Goal: Develop a tool to automatically extract the database contents from a given blind SQL injection. This blind SQL injection will be the vulnerable URL, the vulnerable user input, the result of the URL on success and the result of the URL on failure.

Stretch: Augment your tool to take in an option to use the timing blind SQL technique.

Propose your own project

We are open to project suggestions. The project should fit the scope of the other projects.

Project Registration

Register your project by 4/9/16 on or before 11:59:59pm MST.

The link to register the project is already distributed through the class Google Group.

Project Evaluation

Projects have test cases that your project should pass. Most of the attack-based projects can use the test cases of the prevention projects, except for the precise XSS project.

The test cases are designed to guide you to think about your project. If your approach does not work on a test case, you should explain exactly why that is in your report, and furthermore you should explain on what classes of applications your approach will or will not work. This is an important part of the project: you should understand the tradeoffs in the approach that you took. If you develop additional test cases, please submit those with your project report.

Ideally, your project would require no changes (except for configuration changes for files locations and/or database credentials) to the applications for the developer to apply.
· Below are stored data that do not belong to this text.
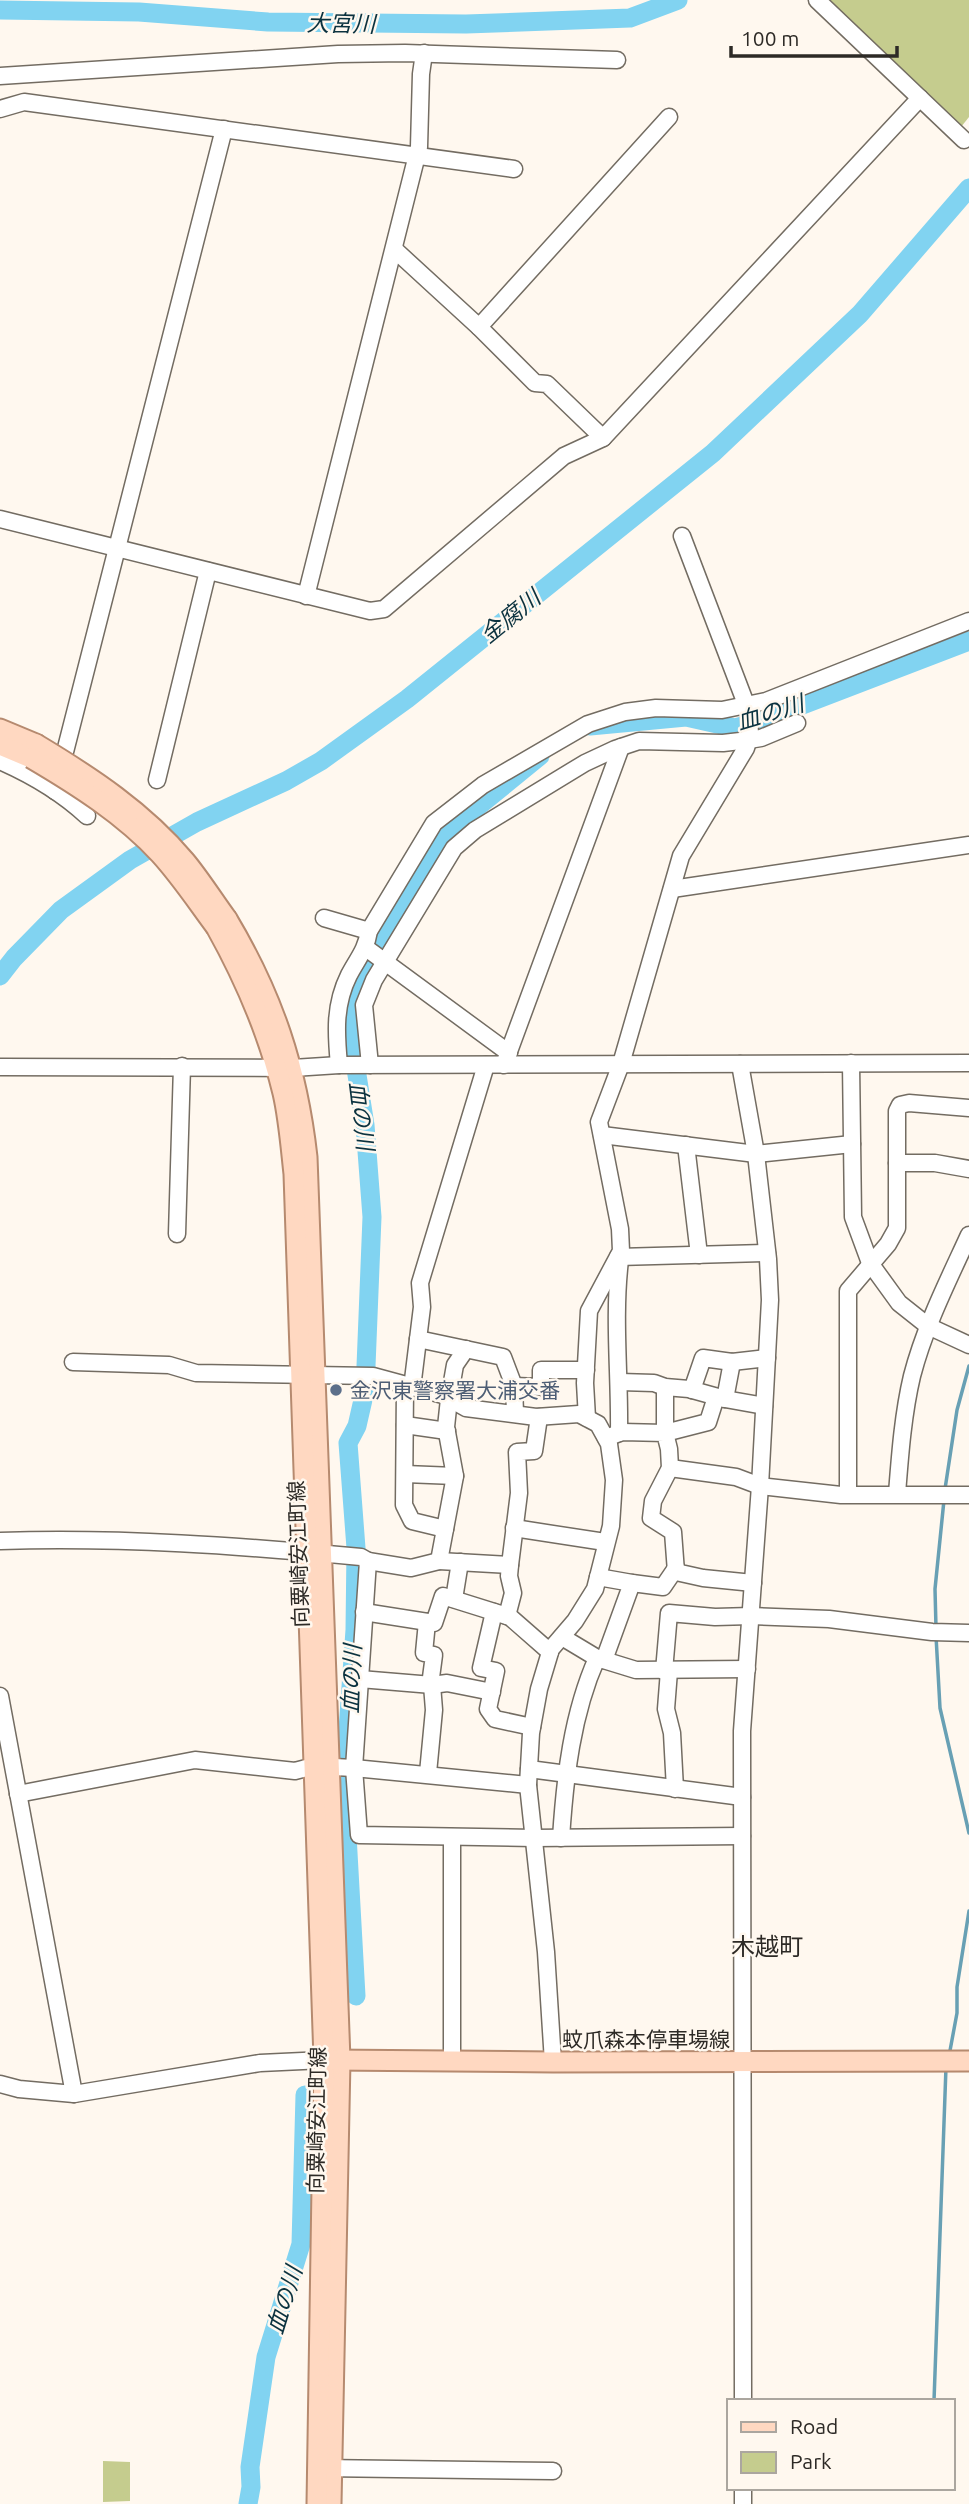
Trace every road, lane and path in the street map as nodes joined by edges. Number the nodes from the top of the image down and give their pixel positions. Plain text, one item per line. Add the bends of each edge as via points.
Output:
1 (817, 0) edge
2 (424, 53) junction
3 (617, 60) dead end
4 (0, 76) edge
5 (920, 98) junction
6 (0, 109) edge
7 (669, 117) dead end
8 (224, 129) junction
9 (964, 140) dead end
10 (417, 155) junction
11 (514, 169) dead end
12 (394, 249) junction
13 (479, 327) junction
14 (603, 438) junction
15 (0, 519) edge
16 (682, 536) dead end
17 (117, 548) junction
18 (208, 571) junction
19 (306, 596) junction
20 (969, 621) edge
21 (748, 709) junction
22 (797, 723) dead end
23 (0, 729) edge
24 (750, 737) junction
25 (0, 745) edge
26 (621, 747) junction
27 (34, 751) junction
28 (0, 761) edge
29 (157, 780) dead end
30 (55, 791) junction
31 (87, 816) dead end
32 (969, 845) edge
33 (672, 890) junction
34 (324, 918) dead end
35 (369, 931) junction
36 (366, 948) junction
37 (386, 961) junction
38 (507, 1059) junction
39 (850, 1063) junction
40 (969, 1063) edge
41 (621, 1064) junction
42 (740, 1064) junction
43 (340, 1065) junction
44 (370, 1065) junction
45 (486, 1065) junction
46 (182, 1066) junction
47 (0, 1067) edge
48 (284, 1068) junction
49 (969, 1108) edge
50 (602, 1135) junction
51 (852, 1144) junction
52 (686, 1145) junction
53 (756, 1154) junction
54 (897, 1163) junction
55 (969, 1169) edge
56 (177, 1234) dead end
57 (969, 1235) edge
58 (767, 1253) junction
59 (699, 1255) junction
60 (619, 1257) junction
61 (870, 1263) junction
62 (928, 1326) junction
63 (418, 1339) junction
64 (962, 1342) edge
65 (466, 1349) junction
66 (767, 1358) junction
67 (73, 1362) dead end
68 (732, 1363) junction
69 (586, 1370) junction
70 (307, 1375) junction
71 (620, 1382) junction
72 (514, 1386) junction
73 (409, 1387) junction
74 (665, 1387) junction
75 (692, 1390) junction
76 (721, 1398) junction
77 (449, 1399) junction
78 (764, 1406) junction
79 (515, 1413) junction
80 (539, 1417) junction
81 (587, 1418) junction
82 (405, 1425) junction
83 (447, 1431) junction
84 (665, 1433) junction
85 (612, 1436) junction
86 (670, 1468) junction
87 (405, 1474) junction
88 (454, 1476) junction
89 (760, 1486) junction
90 (848, 1494) junction
91 (897, 1494) junction
92 (969, 1495) edge
93 (514, 1528) junction
94 (445, 1529) junction
95 (0, 1541) edge
96 (606, 1542) junction
97 (313, 1554) junction
98 (360, 1558) junction
99 (439, 1561) junction
100 (460, 1562) junction
101 (510, 1565) junction
102 (676, 1569) junction
103 (598, 1577) junction
104 (632, 1583) junction
105 (753, 1583) junction
106 (663, 1587) junction
107 (454, 1599) junction
108 (364, 1612) junction
109 (669, 1613) junction
110 (501, 1614) junction
111 (751, 1616) junction
112 (427, 1622) junction
113 (964, 1633) edge
114 (562, 1637) junction
115 (550, 1652) junction
116 (600, 1659) junction
117 (747, 1668) junction
118 (666, 1671) junction
119 (360, 1679) junction
120 (431, 1685) junction
121 (492, 1692) junction
122 (0, 1696) edge
123 (532, 1727) junction
124 (323, 1767) junction
125 (353, 1768) junction
126 (428, 1773) junction
127 (565, 1774) junction
128 (528, 1777) junction
129 (675, 1789) junction
130 (18, 1794) junction
131 (742, 1797) junction
132 (742, 1836) junction
133 (452, 1837) junction
134 (534, 1838) junction
135 (561, 1838) junction
136 (332, 2060) junction
137 (452, 2061) junction
138 (955, 2061) edge
139 (553, 2062) junction
140 (742, 2062) junction
141 (0, 2084) edge
142 (74, 2094) junction
143 (743, 2399) edge
144 (325, 2468) junction
145 (553, 2471) dead end
146 (317, 2504) edge
147 (331, 2504) edge

1 - 5 street
2 - 3 street
2 - 4 street via 338,54
2 - 10 street
5 - 9 street
5 - 14 street
6 - 8 street via 24,102
7 - 13 street
8 - 10 street
8 - 17 street
10 - 11 street
10 - 12 street
12 - 13 street
12 - 19 street
13 - 14 street via 535,383 547,384
14 - 19 street via 564,456 384,609 370,611
15 - 17 street
16 - 21 street
17 - 18 street
17 - 30 street
18 - 19 street
18 - 29 street
20 - 21 street
21 - 24 street
21 - 35 street via 625,712 588,724 483,785 434,822
22 - 24 street via 761,738
23 - 27 main road, 向粟崎安江町線
24 - 26 street via 723,743 639,741
24 - 33 street via 681,856
25 - 27 main road, 向粟崎安江町線
26 - 37 street via 585,763 475,830 454,848
26 - 38 street
27 - 48 main road, 向粟崎安江町線, bridge via 96,781 154,828 186,862 263,985
28 - 30 street
30 - 31 street
32 - 33 street
33 - 41 street
34 - 35 street
35 - 36 street
36 - 37 street
36 - 43 street via 337,1006
37 - 38 street
37 - 44 street via 364,1005
38 - 41 street
38 - 45 street
39 - 40 street
39 - 42 street
39 - 51 street
41 - 42 street
41 - 50 street via 599,1122
42 - 53 street
43 - 44 street
43 - 48 street
44 - 45 street
45 - 63 street via 421,1283
46 - 47 street
46 - 48 street
46 - 56 street
48 - 70 main road, 向粟崎安江町線 via 302,1111 307,1157
49 - 54 street via 900,1105
50 - 52 street
50 - 60 street via 620,1229
51 - 53 street
51 - 61 street via 853,1217
52 - 53 street
52 - 59 street
53 - 58 street
54 - 55 street
54 - 61 street via 897,1228
57 - 62 street
58 - 59 street
58 - 66 street
59 - 60 street
60 - 69 street via 589,1311
60 - 71 street via 616,1357
61 - 62 street via 899,1303
61 - 90 street via 848,1291
62 - 64 street
62 - 91 street via 912,1377
63 - 65 street
63 - 73 street
65 - 72 street via 503,1357
65 - 77 street via 456,1365
66 - 68 street
66 - 78 street
67 - 70 street via 169,1365 196,1373
68 - 75 street via 703,1358
68 - 76 street
69 - 72 street via 541,1370 541,1387
69 - 81 street
70 - 73 street via 365,1376
70 - 97 main road, 向粟崎安江町線
71 - 74 street
71 - 85 street
72 - 79 street
73 - 77 street
73 - 82 street
74 - 75 street
74 - 84 street
75 - 76 street
76 - 78 street
76 - 84 street via 708,1422
77 - 79 street via 466,1408
77 - 83 street
78 - 89 street
79 - 80 street
80 - 81 street via 579,1414
80 - 93 street via 534,1451 517,1452 519,1493
81 - 85 street
82 - 83 street
82 - 87 street
83 - 88 street
84 - 85 street
84 - 86 street
85 - 96 street via 614,1480
86 - 89 street via 736,1477
86 - 102 street via 653,1501 651,1518 673,1532
87 - 88 street
87 - 94 street via 404,1505 412,1521
88 - 94 street
89 - 90 street
89 - 105 street
90 - 91 street
91 - 92 street
93 - 96 street
93 - 101 street
94 - 99 street
95 - 97 street via 138,1541
96 - 103 street
97 - 98 street
97 - 124 main road, 向粟崎安江町線
98 - 99 street via 411,1568
98 - 108 street
99 - 100 street
100 - 101 street
100 - 107 street
101 - 110 street via 513,1593
102 - 105 street via 703,1578
102 - 106 street
103 - 104 street
103 - 114 street via 595,1590
104 - 106 street
104 - 116 street
105 - 111 street
106 - 109 street
107 - 110 street
107 - 112 street via 443,1596 434,1623
108 - 112 street
108 - 119 street
109 - 111 street
109 - 118 street
110 - 115 street
110 - 121 street via 481,1668 496,1671
111 - 113 street
111 - 117 street
112 - 120 street via 425,1653 434,1655
114 - 115 street
114 - 116 street
115 - 123 street
116 - 118 street via 636,1670
116 - 127 street via 587,1680
117 - 118 street
117 - 131 street
118 - 129 street
119 - 120 street
119 - 125 street
120 - 121 street via 447,1683
120 - 126 street via 434,1710
121 - 123 street via 488,1709 495,1719
122 - 130 street
123 - 128 street
124 - 125 street
124 - 130 street via 295,1771 195,1760
124 - 136 main road, 向粟崎安江町線
125 - 126 street
125 - 133 street via 359,1835
126 - 128 street
127 - 128 street
127 - 129 street
127 - 135 street
128 - 134 street
129 - 131 street
130 - 142 street
131 - 132 street
132 - 135 street
132 - 140 street
133 - 134 street
133 - 137 street
134 - 135 street
134 - 139 street
136 - 137 main road, 蚊爪森本停車場線
136 - 142 street via 260,2063
136 - 144 main road, 向粟崎安江町線
137 - 139 main road, 蚊爪森本停車場線
138 - 140 main road, 蚊爪森本停車場線
139 - 140 main road, 蚊爪森本停車場線
140 - 143 street
141 - 142 street
144 - 145 street
144 - 146 main road, 向粟崎安江町線
144 - 147 main road, 向粟崎安江町線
You should document in your report the extent of the changes that a developer must make to use your security library (for the prevention projects) or the requirements for a security analyst to use your attack tool (requirements either due to type of vulnerability or input to your attack tool).
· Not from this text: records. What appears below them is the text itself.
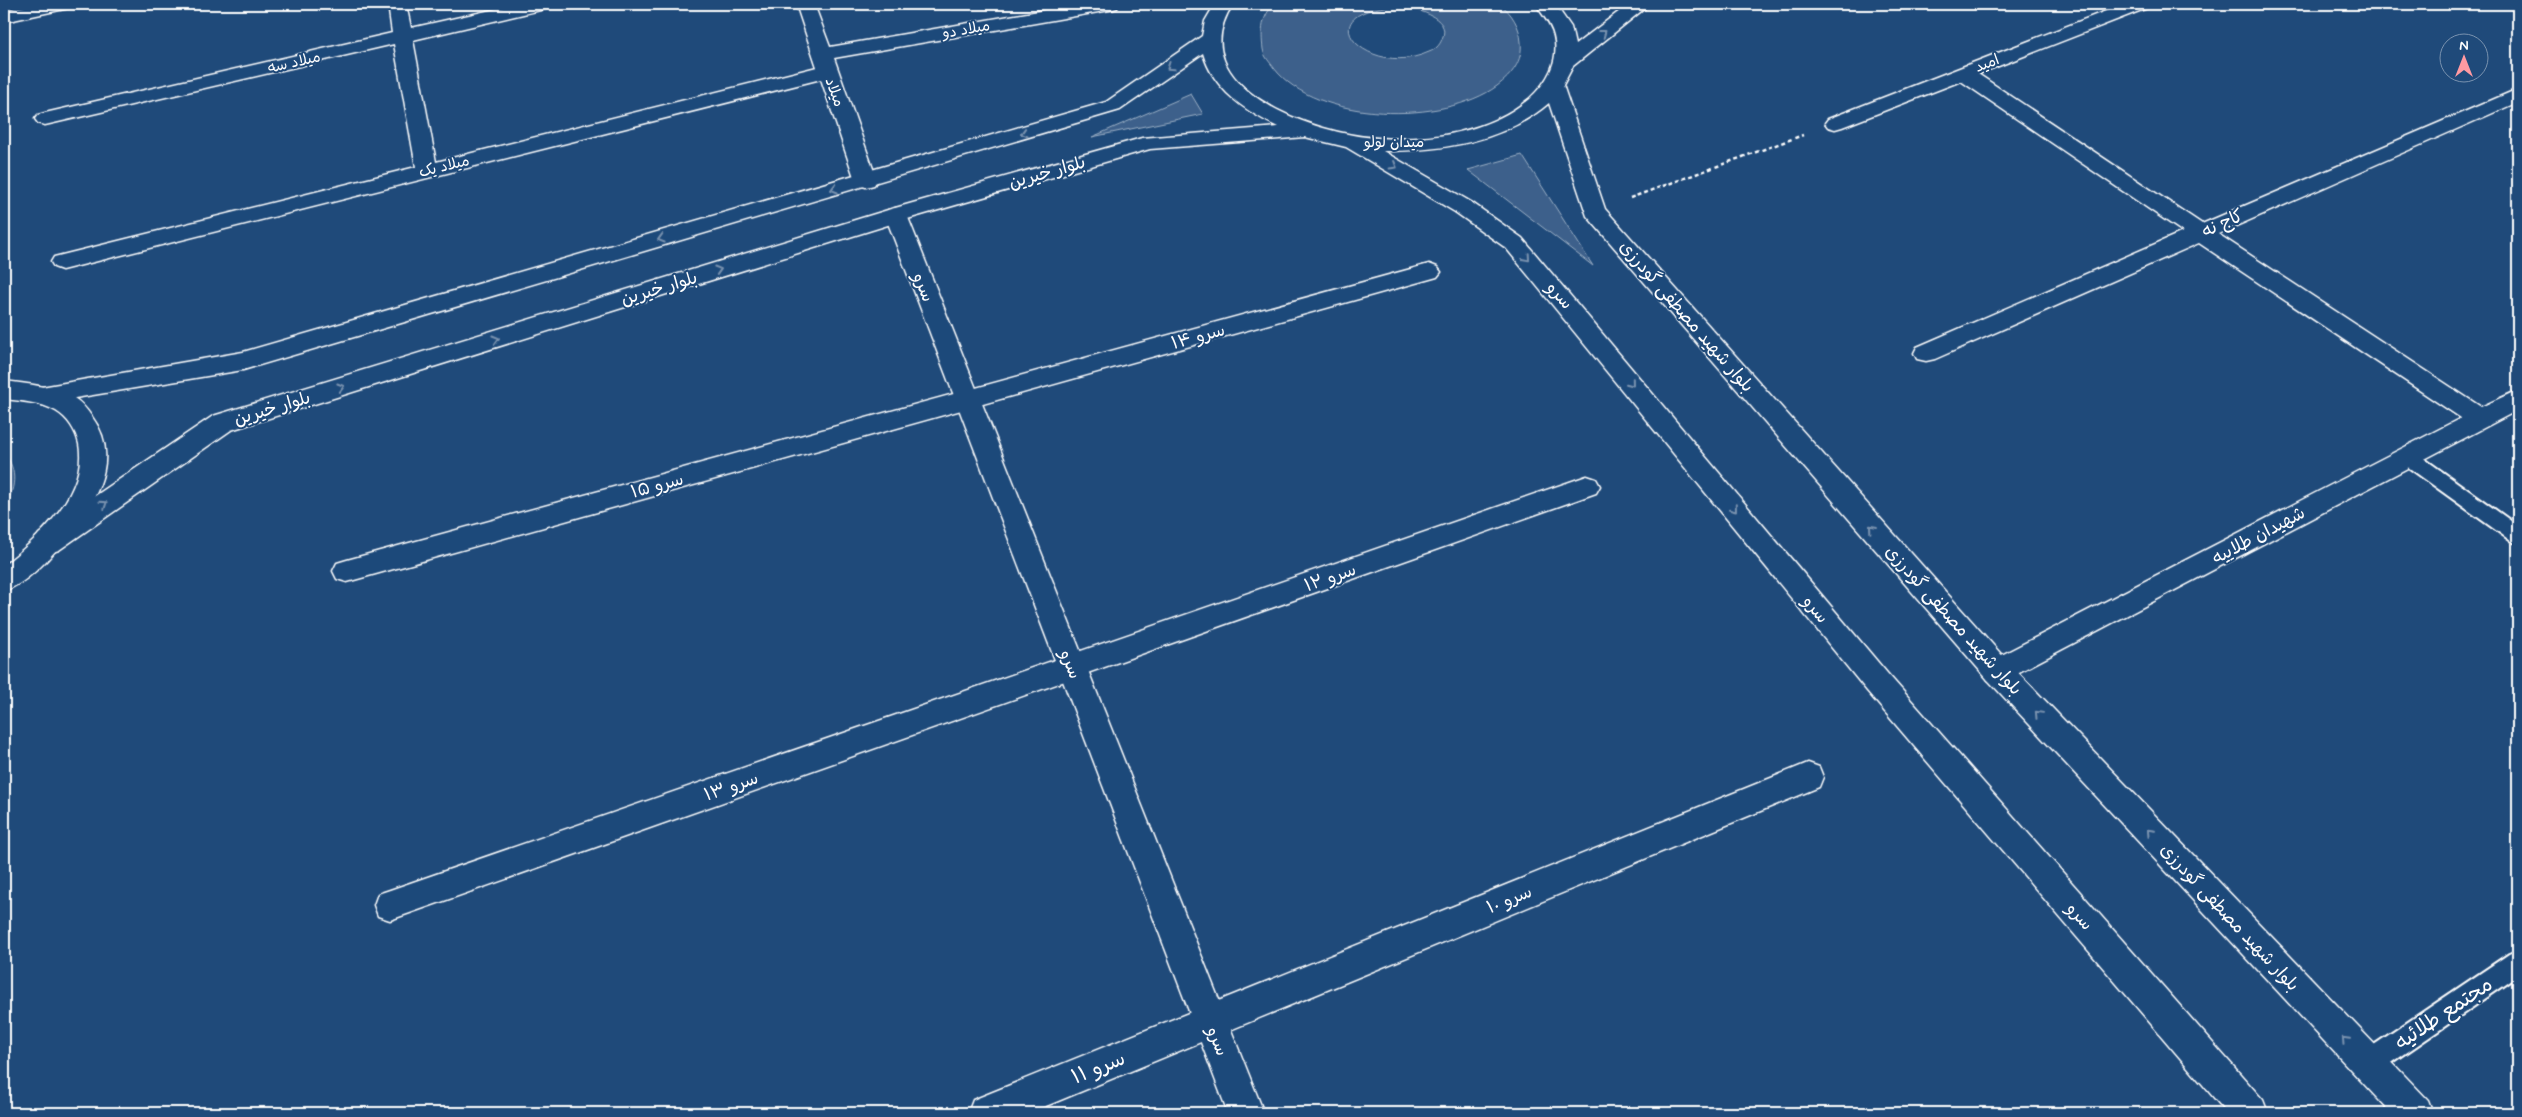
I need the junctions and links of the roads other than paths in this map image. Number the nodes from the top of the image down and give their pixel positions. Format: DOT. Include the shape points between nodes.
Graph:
graph roads {
  1 [pos="62,4"];
  2 [pos="397,4"];
  3 [pos="542,4"];
  4 [pos="805,4"];
  5 [pos="1110,4"];
  6 [pos="1224,4"];
  7 [pos="1545,4"];
  8 [pos="1641,4"];
  9 [pos="2140,4"];
  10 [pos="4,16"];
  11 [pos="403,36"];
  12 [pos="1210,39"];
  13 [pos="824,62"];
  14 [pos="1566,62"];
  15 [pos="1962,72"];
  16 [pos="1554,87"];
  17 [pos="2518,94"];
  18 [pos="45,119"];
  19 [pos="1835,123"];
  20 [pos="1305,130"];
  21 [pos="1352,142"];
  22 [pos="428,170"];
  23 [pos="866,180"];
  24 [pos="896,215"];
  25 [pos="2200,233"];
  26 [pos="62,262"];
  27 [pos="1429,272"];
  28 [pos="1926,353"];
  29 [pos="4,390"];
  30 [pos="39,394"];
  31 [pos="968,399"];
  32 [pos="2518,400"];
  33 [pos="2481,419"];
  34 [pos="2408,457"];
  35 [pos="1587,486"];
  36 [pos="2518,536"];
  37 [pos="49,542"];
  38 [pos="347,570"];
  39 [pos="4,580"];
  40 [pos="1072,667"];
  41 [pos="1998,671"];
  42 [pos="1808,777"];
  43 [pos="390,905"];
  44 [pos="2518,962"];
  45 [pos="1211,1022"];
  46 [pos="2368,1064"];
  47 [pos="986,1113"];
  48 [pos="1246,1113"];
  49 [pos="2250,1113"];
  50 [pos="2415,1113"];
  1 -- 10 [label="street"];
  2 -- 11 [label="street"];
  3 -- 11 [label="street, میلاد سه"];
  4 -- 13 [label="street, میلاد"];
  5 -- 13 [label="street, میلاد دو"];
  6 -- 12 [label="street, میدان لولو" via="1216,14"];
  7 -- 14 [label="street, میدان لولو" via="1553,11 1565,36"];
  14 -- 8 [label="street, one-way"];
  9 -- 15 [label="street, امید"];
  11 -- 18 [label="street, میلاد سه"];
  11 -- 22 [label="street"];
  12 -- 20 [label="street, میدان لولو" via="1216,65 1234,90 1265,113"];
  12 -- 23 [label="street, one-way" via="1113,106"];
  13 -- 22 [label="street, میلاد یک"];
  13 -- 23 [label="street, میلاد"];
  14 -- 16 [label="street, میدان لولو"];
  15 -- 19 [label="street, امید"];
  15 -- 25 [label="street"];
  16 -- 21 [label="street, میدان لولو" via="1530,110 1495,128 1460,138 1403,145"];
  41 -- 16 [label="street, بلوار شهید مصطفی گودرزی, one-way" via="1595,211"];
  17 -- 25 [label="street, کاج نه"];
  20 -- 21 [label="street, میدان لولو"];
  20 -- 24 [label="street, بلوار خیرین" via="1149,143"];
  21 -- 49 [label="street, سرو, one-way" via="1463,207 1514,243 1877,682"];
  22 -- 26 [label="street, میلاد یک"];
  23 -- 30 [label="street, one-way" via="243,361"];
  24 -- 31 [label="street, سرو"];
  37 -- 24 [label="street, بلوار خیرین, one-way" via="222,423"];
  25 -- 28 [label="street, کاج نه"];
  25 -- 33 [label="street"];
  27 -- 31 [label="street, سرو ۱۴"];
  29 -- 30 [label="street"];
  30 -- 37 [label="street" via="72,409 91,433 94,465 80,502"];
  31 -- 38 [label="street, سرو ۱۵"];
  31 -- 40 [label="street, سرو"];
  32 -- 33 [label="street, شهیدان طلاییه"];
  33 -- 34 [label="street, شهیدان طلاییه"];
  34 -- 36 [label="lane"];
  34 -- 41 [label="street, شهیدان طلاییه"];
  35 -- 40 [label="street, سرو ۱۲"];
  37 -- 39 [label="street"];
  40 -- 43 [label="street, سرو ۱۳"];
  40 -- 45 [label="street, سرو"];
  46 -- 41 [label="street, بلوار شهید مصطفی گودرزی, one-way"];
  42 -- 45 [label="street, سرو ۱۰"];
  44 -- 46 [label="lane, مجتمع طلائیه"];
  45 -- 47 [label="street, سرو ۱۱"];
  45 -- 48 [label="street, سرو"];
  46 -- 50 [label="street, بلوار شهید مصطفی گودرزی"];
}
Your project should also not cause problems or alter the behavior of the application. If it does, you should document what classes/types of applications will be changed and how.

If your project is designed for another language/database, then you are expected to create your own test cases. Please submit these test cases along with your project.

In addition, each project must have (at least) 2 page PDF report (standard 1 inch margins, Times New Roman font, single column, double spaced) on:

Describe the problem that you are solving
Describe the approach you took to implementing the project
Describe what a developer or security expert must do to use your approach
Describe the limitations of your tool: What types of applications can it be applied to?
Describe the future work that you can see which would improve your tool.

Project reports, project code, test cases, and documentation on how to compile/run your tool (a text README file is best) are due 4/29/16 on or before 11:59:59pm MST.